Eligible applicants will come from a background of family dairy farming with an intent to continue in the field. The universities - Cornell University’s College of Agriculture and Life Sciences, and University of Idaho’s College of Agricultural and Life Sciences - were chosen based on their agriculture programs as well as their close proximity to Chobani facilities.
Eight students per university will be awarded the scholarship, beginning in fall 2019. They will receive $5,000 toward tuition per year for four years, with a total package amount of $160,000 per school.
Recipients will also be given the opportunity to intern with Chobani during their college career. The details of that program will be developed over time and with the first few classes of students.
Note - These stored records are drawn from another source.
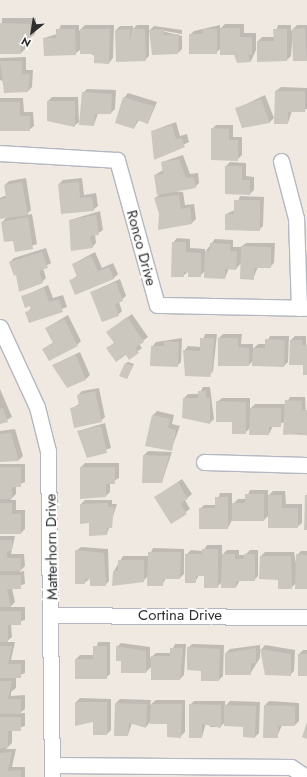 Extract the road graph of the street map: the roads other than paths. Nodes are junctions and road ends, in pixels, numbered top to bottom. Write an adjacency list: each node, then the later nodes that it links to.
1 (0, 153): 3 (street, Ronco Drive)
2 (281, 160): 3 (street)
3 (303, 308)
4 (0, 327): 7 (street, Matterhorn Drive)
5 (204, 462): 6 (street)
6 (307, 465)
7 (53, 615): 8 (street, Cortina Drive); 9 (street, Matterhorn Drive)
8 (307, 617)
9 (52, 771): 10 (street)
10 (306, 777) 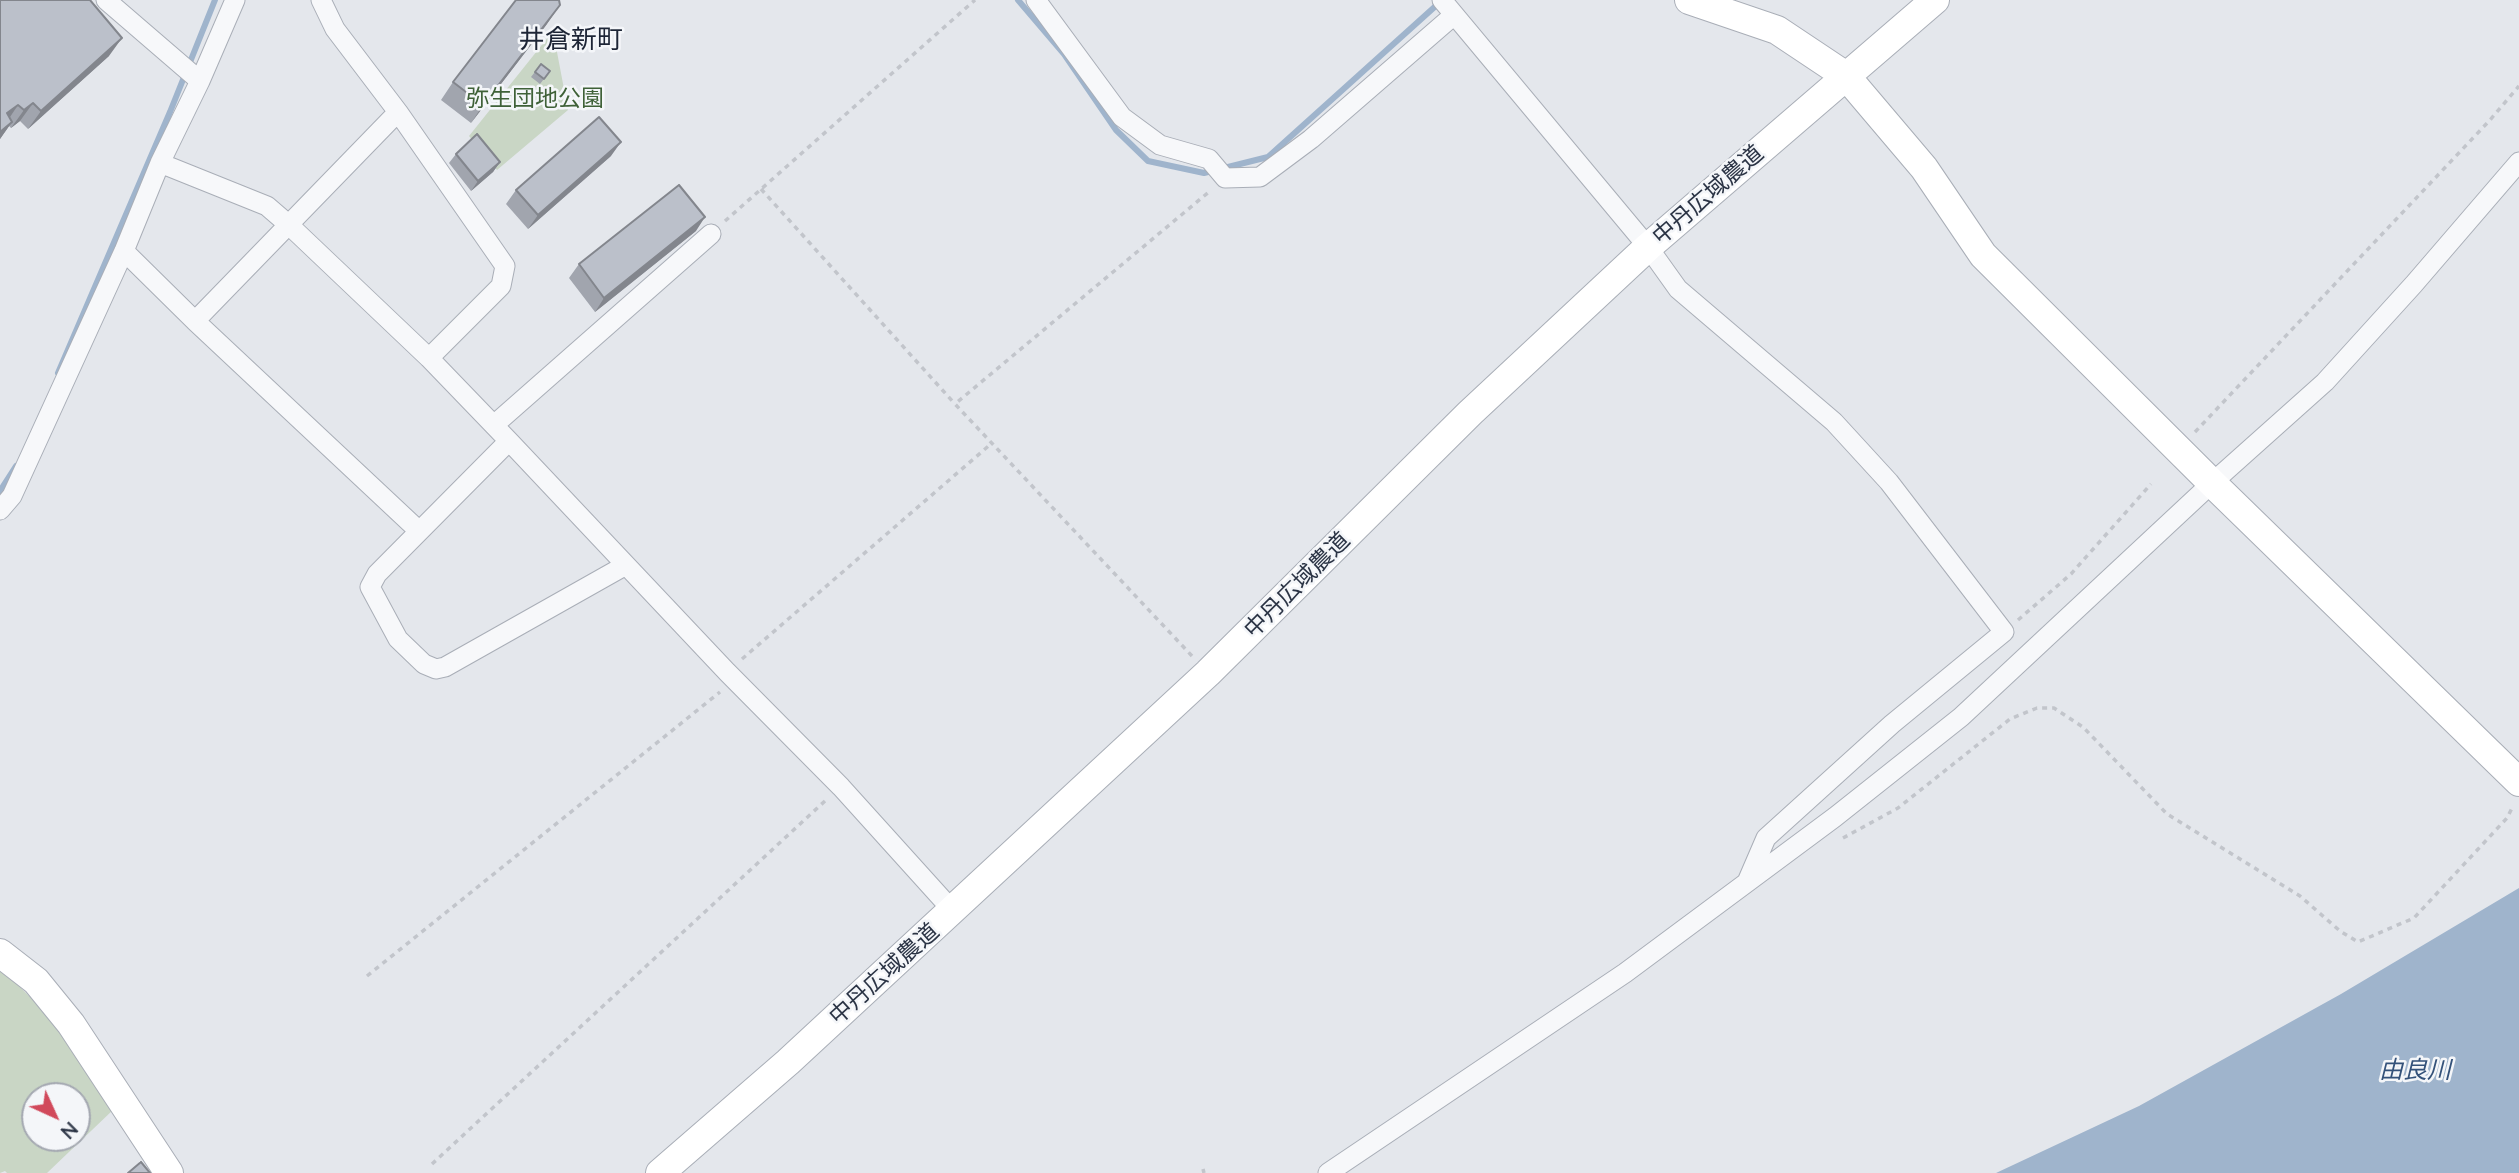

Michael Gonda, senior vice president of corporate affairs at Chobani, expressed the Chobani Foundation’s desire to invest in a strong pipeline of dairy farmers for the future to help mitigate a struggling industry.
“This is a new program and approach for us where we’re really looking at supporting the next generation of dairy farmers at a time when that need is so critical,” Gonda told DairyReporter.
According to the company, milk prices have been ‘extremely low’ for the last four years, resulting in ‘considerable financial stress’ for the average dairy farm worker. Without the means to invest in education or technology to develop their operations, the future of the dairy industry may suffer.
The Chobani Scholars program will be a part of the Chobani Foundation’s core areas of focus - strengthening communities, improving childhood nutrition and wellness and helping those in need.
Gonda said, “It’s important to us that dairy families in our own communities pursue education in dairy science.”
“[Chobani CEO and founder] Hamdi [Ulukaya] has long expressed his belief that dairy farms and dairy families are the backbones of our communities [despite] today’s industry experiencing a significant amount of change.”